§ **ACTIVITY**
Whatever appears in the records should be given again exactly, down to the last mark.
MATERIAL FOR THIS EXERCISE START
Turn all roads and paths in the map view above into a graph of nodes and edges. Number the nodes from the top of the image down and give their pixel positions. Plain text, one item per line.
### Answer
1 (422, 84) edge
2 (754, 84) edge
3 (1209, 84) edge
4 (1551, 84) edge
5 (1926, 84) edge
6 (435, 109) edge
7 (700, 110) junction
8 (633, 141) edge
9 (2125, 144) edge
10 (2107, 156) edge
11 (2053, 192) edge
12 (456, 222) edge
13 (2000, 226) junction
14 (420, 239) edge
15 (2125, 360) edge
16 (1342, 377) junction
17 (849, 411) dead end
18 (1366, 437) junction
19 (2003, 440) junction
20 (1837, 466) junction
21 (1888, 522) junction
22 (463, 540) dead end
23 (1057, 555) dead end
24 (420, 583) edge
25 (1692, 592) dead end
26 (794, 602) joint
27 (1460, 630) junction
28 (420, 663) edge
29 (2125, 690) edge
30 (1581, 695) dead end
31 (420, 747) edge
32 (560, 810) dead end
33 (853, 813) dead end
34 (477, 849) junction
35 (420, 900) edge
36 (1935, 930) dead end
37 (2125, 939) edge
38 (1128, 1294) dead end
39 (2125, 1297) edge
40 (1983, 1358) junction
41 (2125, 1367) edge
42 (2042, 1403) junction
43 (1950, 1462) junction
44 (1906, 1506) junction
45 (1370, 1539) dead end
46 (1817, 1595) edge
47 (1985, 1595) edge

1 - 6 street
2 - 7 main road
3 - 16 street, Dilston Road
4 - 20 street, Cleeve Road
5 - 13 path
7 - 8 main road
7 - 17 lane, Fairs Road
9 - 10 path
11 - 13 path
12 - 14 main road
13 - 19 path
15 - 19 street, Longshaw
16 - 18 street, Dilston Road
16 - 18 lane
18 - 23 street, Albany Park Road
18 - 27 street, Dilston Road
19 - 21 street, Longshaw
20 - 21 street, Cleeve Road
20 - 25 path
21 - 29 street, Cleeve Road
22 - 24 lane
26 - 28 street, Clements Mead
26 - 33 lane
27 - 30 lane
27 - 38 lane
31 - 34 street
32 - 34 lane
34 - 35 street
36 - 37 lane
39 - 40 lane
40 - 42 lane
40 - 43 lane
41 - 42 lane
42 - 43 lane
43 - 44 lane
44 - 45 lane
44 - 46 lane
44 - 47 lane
MATERIAL FOR THIS EXERCISE END
§ **RESPONSE AREA**
Turn all roads and paths in the map view above into a graph of nodes and edges. Number the nodes from the top of the image down and give their pixel positions. Plain text, one item per line.
### Answer
1 (422, 84) edge
2 (754, 84) edge
3 (1209, 84) edge
4 (1551, 84) edge
5 (1926, 84) edge
6 (435, 109) edge
7 (700, 110) junction
8 (633, 141) edge
9 (2125, 144) edge
10 (2107, 156) edge
11 (2053, 192) edge
12 (456, 222) edge
13 (2000, 226) junction
14 (420, 239) edge
15 (2125, 360) edge
16 (1342, 377) junction
17 (849, 411) dead end
18 (1366, 437) junction
19 (2003, 440) junction
20 (1837, 466) junction
21 (1888, 522) junction
22 (463, 540) dead end
23 (1057, 555) dead end
24 (420, 583) edge
25 (1692, 592) dead end
26 (794, 602) joint
27 (1460, 630) junction
28 (420, 663) edge
29 (2125, 690) edge
30 (1581, 695) dead end
31 (420, 747) edge
32 (560, 810) dead end
33 (853, 813) dead end
34 (477, 849) junction
35 (420, 900) edge
36 (1935, 930) dead end
37 (2125, 939) edge
38 (1128, 1294) dead end
39 (2125, 1297) edge
40 (1983, 1358) junction
41 (2125, 1367) edge
42 (2042, 1403) junction
43 (1950, 1462) junction
44 (1906, 1506) junction
45 (1370, 1539) dead end
46 (1817, 1595) edge
47 (1985, 1595) edge

1 - 6 street
2 - 7 main road
3 - 16 street, Dilston Road
4 - 20 street, Cleeve Road
5 - 13 path
7 - 8 main road
7 - 17 lane, Fairs Road
9 - 10 path
11 - 13 path
12 - 14 main road
13 - 19 path
15 - 19 street, Longshaw
16 - 18 street, Dilston Road
16 - 18 lane
18 - 23 street, Albany Park Road
18 - 27 street, Dilston Road
19 - 21 street, Longshaw
20 - 21 street, Cleeve Road
20 - 25 path
21 - 29 street, Cleeve Road
22 - 24 lane
26 - 28 street, Clements Mead
26 - 33 lane
27 - 30 lane
27 - 38 lane
31 - 34 street
32 - 34 lane
34 - 35 street
36 - 37 lane
39 - 40 lane
40 - 42 lane
40 - 43 lane
41 - 42 lane
42 - 43 lane
43 - 44 lane
44 - 45 lane
44 - 46 lane
44 - 47 lane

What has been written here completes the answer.